Input Checker

Background

Activity-based travel models rely on data from a variety of sources (zonal data, highway networks, transit networks, synthetic population, etc). A problem in any of these inputs can affect the accuracy of model outputs and/or can result in run time error(s) during the model run. It is very important that the analyst carefully prepare and review all inputs prior to running the model. However, even with the best of efforts, sometimes errors in input data remain undetected. In order to aid the analyst in the input checking process, an automated Input Checker Tool was developed for use with the AB Model. The following sections describe the setup and application of this tool.

Input Checker Implementation

The Input Checker Tool (input checker) was implemented in Python and makes heavy use of the pandas and numpy packages. The input checker was integrated into the overall SANDAG AB model as an Emme tool. Specifically, the input_checker.py Python script itself is called by the master_run.py Python script. The main inputs to input checker are a list of ABM inputs, a list of QA/QC checks to be performed on these inputs and the actual AB Model inputs. All inputs are read and loaded to memory as pandas DataFrames (2-dimensional data tables). The input checks are specified by the user as pandas expressions which are solved by input checker on the input pandas DataFrames. Input checker generates a LOG file summarizing the results of all of the input checks.
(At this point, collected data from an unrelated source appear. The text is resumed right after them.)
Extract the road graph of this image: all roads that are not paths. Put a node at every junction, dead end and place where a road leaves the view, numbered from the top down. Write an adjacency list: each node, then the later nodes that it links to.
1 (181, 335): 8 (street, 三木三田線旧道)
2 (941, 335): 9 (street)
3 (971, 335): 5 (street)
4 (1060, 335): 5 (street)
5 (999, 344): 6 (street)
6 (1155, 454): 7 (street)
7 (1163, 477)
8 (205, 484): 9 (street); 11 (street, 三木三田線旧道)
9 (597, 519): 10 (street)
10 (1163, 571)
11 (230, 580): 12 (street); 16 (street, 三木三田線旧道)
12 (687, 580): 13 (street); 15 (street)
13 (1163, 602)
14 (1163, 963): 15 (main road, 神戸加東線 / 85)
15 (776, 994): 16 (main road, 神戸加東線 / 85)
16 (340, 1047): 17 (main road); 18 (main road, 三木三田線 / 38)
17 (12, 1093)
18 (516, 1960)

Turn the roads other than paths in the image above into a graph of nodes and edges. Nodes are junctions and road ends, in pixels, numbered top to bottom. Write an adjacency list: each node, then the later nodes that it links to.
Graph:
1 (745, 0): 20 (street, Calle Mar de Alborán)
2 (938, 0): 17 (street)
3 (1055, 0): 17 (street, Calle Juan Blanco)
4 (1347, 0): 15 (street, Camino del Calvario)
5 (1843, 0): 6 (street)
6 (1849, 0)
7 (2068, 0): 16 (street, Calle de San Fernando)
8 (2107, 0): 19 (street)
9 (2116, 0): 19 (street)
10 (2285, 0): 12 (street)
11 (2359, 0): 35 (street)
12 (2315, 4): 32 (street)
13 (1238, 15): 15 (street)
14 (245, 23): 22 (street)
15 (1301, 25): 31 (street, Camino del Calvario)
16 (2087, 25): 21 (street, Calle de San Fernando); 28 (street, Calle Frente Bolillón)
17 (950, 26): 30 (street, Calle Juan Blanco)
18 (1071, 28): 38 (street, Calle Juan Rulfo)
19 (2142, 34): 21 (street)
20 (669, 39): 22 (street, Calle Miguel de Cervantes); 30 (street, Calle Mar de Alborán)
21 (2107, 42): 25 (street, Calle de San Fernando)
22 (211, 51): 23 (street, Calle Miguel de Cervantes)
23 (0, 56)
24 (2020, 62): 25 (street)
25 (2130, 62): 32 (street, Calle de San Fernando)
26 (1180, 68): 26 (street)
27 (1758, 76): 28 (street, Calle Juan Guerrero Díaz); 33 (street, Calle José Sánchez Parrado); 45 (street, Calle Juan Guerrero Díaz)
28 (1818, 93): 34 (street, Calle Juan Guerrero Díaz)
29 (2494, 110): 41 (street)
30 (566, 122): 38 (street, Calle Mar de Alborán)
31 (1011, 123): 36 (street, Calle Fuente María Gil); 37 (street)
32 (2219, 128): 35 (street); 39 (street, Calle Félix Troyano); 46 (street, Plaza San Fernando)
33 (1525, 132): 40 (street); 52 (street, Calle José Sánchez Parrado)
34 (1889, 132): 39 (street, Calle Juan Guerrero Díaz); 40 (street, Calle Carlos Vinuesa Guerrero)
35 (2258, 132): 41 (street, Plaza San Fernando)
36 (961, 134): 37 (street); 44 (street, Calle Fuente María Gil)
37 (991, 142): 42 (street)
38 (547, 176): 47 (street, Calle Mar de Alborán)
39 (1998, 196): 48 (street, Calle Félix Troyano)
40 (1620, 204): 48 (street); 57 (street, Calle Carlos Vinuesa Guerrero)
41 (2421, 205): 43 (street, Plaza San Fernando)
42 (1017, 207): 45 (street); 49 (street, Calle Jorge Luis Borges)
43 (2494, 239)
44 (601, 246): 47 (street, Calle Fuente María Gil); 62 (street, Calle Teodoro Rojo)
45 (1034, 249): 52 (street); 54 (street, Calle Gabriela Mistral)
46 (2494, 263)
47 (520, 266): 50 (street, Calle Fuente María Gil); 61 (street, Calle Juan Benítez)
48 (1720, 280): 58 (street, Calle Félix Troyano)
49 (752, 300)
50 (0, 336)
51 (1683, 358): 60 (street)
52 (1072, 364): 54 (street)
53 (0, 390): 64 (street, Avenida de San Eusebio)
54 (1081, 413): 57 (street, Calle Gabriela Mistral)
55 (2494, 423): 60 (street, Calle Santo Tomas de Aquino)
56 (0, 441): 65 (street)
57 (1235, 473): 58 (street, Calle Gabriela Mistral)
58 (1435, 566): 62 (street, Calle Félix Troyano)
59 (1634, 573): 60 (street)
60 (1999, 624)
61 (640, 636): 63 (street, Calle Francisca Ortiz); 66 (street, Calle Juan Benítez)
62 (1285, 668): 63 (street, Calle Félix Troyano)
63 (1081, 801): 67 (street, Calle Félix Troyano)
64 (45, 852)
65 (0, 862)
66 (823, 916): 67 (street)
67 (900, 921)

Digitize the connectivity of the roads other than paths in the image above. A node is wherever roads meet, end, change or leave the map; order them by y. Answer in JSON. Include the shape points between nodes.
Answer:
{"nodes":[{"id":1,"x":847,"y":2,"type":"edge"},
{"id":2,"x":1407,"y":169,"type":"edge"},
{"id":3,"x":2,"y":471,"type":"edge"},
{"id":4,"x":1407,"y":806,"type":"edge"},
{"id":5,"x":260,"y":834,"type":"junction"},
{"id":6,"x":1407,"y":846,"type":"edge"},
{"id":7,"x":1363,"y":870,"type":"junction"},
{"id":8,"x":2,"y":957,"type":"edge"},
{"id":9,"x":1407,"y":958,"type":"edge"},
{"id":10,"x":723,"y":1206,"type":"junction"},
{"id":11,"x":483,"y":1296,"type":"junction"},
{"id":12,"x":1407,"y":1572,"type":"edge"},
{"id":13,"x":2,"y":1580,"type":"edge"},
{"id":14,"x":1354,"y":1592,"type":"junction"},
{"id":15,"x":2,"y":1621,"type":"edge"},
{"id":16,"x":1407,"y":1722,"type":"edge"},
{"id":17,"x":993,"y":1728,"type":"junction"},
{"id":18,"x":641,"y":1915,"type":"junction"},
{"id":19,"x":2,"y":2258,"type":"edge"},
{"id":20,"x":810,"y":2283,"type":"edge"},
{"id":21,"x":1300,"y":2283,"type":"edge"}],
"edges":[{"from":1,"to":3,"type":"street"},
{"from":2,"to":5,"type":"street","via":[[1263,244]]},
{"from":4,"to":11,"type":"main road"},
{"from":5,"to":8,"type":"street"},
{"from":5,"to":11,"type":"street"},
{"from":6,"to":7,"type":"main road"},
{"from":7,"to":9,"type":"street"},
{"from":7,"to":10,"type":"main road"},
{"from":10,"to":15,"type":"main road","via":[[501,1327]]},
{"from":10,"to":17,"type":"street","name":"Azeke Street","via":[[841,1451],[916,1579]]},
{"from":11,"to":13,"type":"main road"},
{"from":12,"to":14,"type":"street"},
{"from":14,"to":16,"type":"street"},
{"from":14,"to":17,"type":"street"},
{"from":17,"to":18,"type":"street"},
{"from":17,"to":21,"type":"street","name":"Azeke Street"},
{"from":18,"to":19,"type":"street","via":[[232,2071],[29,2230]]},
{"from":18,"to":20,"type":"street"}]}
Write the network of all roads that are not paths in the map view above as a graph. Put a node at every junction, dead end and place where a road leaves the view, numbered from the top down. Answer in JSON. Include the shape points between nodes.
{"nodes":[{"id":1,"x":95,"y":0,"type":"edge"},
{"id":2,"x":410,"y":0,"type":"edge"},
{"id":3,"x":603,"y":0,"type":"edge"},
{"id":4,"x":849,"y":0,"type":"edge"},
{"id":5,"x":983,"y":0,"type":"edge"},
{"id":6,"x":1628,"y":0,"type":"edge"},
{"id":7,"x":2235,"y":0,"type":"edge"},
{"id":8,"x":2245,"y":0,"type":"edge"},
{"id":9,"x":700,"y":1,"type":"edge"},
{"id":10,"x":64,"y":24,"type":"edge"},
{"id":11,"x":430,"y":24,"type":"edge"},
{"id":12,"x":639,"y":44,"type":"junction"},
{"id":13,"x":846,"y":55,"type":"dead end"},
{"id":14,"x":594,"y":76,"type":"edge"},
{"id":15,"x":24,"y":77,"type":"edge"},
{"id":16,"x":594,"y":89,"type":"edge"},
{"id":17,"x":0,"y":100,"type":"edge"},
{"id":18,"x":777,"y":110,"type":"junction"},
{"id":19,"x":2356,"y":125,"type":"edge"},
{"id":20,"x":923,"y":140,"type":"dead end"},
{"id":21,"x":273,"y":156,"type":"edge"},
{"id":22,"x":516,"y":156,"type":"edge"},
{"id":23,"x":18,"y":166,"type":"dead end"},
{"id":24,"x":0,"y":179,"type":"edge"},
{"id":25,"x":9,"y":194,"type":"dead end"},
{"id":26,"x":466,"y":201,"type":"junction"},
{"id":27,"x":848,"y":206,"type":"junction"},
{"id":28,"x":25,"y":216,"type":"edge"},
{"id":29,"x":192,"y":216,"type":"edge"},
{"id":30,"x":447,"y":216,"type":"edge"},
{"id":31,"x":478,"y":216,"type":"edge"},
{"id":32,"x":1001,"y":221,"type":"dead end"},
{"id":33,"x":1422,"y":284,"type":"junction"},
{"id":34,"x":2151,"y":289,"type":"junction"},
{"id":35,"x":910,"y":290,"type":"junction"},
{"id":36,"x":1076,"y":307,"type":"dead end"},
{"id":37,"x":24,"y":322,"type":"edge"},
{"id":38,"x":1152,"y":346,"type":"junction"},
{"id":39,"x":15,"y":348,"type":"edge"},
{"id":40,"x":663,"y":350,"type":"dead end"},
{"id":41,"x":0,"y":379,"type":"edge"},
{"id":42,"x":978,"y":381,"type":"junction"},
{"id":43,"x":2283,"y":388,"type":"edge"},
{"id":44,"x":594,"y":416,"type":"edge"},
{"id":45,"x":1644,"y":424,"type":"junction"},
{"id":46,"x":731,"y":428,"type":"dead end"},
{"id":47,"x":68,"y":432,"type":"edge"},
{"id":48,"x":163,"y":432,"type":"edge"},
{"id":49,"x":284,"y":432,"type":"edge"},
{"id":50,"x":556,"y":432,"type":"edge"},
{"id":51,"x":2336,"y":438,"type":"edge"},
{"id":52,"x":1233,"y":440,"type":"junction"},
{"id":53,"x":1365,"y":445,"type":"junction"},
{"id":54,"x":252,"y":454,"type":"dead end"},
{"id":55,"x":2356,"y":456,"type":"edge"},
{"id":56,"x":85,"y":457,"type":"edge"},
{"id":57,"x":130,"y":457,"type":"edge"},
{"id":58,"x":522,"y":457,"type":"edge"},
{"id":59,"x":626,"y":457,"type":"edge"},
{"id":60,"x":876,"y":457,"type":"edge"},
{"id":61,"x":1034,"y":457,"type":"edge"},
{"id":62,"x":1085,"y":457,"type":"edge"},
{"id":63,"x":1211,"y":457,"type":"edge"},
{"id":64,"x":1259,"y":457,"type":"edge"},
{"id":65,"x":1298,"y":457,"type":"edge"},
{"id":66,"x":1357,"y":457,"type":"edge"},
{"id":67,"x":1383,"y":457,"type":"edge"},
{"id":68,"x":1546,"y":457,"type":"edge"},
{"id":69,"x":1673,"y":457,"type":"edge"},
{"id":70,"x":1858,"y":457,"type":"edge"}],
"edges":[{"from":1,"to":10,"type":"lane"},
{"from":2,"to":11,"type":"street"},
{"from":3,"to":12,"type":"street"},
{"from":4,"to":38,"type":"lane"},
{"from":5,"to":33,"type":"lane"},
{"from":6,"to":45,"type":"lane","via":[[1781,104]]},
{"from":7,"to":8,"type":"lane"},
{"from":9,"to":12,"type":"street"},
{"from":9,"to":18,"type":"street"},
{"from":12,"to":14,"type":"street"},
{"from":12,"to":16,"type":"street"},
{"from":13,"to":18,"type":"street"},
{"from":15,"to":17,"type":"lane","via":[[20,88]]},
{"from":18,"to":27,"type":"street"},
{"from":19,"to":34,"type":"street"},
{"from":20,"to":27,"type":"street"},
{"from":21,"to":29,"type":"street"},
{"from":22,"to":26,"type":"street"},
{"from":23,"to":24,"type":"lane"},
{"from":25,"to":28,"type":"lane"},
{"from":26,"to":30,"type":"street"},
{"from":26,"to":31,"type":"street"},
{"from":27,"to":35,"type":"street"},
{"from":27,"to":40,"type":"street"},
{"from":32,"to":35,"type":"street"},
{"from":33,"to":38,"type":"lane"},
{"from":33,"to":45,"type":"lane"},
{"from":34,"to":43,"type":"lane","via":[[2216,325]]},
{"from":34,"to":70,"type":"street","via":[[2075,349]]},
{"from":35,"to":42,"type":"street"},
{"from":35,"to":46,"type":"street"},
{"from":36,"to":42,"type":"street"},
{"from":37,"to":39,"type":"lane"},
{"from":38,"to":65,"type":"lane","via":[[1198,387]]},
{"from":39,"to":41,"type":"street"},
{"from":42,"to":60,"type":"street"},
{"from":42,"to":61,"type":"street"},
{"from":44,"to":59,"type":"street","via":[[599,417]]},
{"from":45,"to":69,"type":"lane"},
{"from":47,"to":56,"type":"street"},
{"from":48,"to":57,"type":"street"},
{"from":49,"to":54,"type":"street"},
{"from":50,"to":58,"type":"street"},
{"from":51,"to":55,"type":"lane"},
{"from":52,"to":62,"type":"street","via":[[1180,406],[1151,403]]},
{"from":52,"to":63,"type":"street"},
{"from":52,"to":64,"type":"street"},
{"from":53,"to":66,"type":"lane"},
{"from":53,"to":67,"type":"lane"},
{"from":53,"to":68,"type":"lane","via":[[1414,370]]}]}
After having created a scenario folder, an input checker (input_checker) directory is created within the scenario folder. The input_checker directory initially only contains a config directory with 2 configuration files: a list of inputs and a list of checks. After a first successful input checker run, a logs directory is created where the LOG and summary text files are stored.

Process Overview

Input checker executes the following steps:

1. Read Inputs:

First, input checker reads all the inputs specified in the list of inputs and loads them to memory as pandas DataFrames.

2. Run Checks:

Then, the list of input checks is read. input checker loops through the list of input checks and evaluates the checks as either True (passed) or False (failed). The result of each check is sent to the logging module. The user must specify the severity level of each check as - Fatal, Logical or Warning.

3. Generate LOG File:

Next, an input checker log file is generated. The input checker log includes results of all checks. The checks that failed are moved up in order of the severity-level specified for the test. A summary of input checker results is also generated that lists the number of passed and failed (per severity level) checks.

4. Check for Fatal Errors:

The final step is to check for any fatal errors. When generating the log files, input checker keeps track of the number of failed checks per severity level. If there is a single failed check, with a severity level of fatal, the model run is terminated and the user is notified that input checker has failed.

Configuring Input Checker

Configuring input checker involves specifying both the inputs and and the checks to be performed on them. This section describes the configuration details of the two settings file - config/inputs_list.csv and config/inputs_checks.csv.

Specifying Inputs

Inputs on which QA/QC checks are to be performed are specified in the config/inputs_list.csv file. Each row in inputs_list.csv represents an ABM input. The attributes that user must specify for each input are described in the table below:

Attribute	Description
Input_Table	The name of the input table. The inputs are loaded into input checker memory as data-frames under this name.
Property_Token	For each input, its corresponding property token as listed in the SANDAG ABM Properties file. For each input's property token, input checker looks up the corresponding file path within the properties file. For Emme objects, this field should be specified as 'NA'.
Emme_Object	The name of the Emme network object whose attributes must be exported. Must be specified as 'NA' for non Emme network objects (i.e. CSV or DBF). The input checker is currently capable of reading the following Emme network objects: NODE, LINK, TRANSIT_LINE, and TRANSIT_SEGMENT
Fields	The list of attributes to be exported from the Emme network object. Refer to the Network Object Attributes page for a complete list of attributes per Emme network object. If all Emme network object attributes are desired, the user must specify 'All' for this field. All fields are read for CSV and DBF inputs.
Column_Map	A column name can be specified if some columns must be renamed for easier reference.
Input_Description	The description of the input file.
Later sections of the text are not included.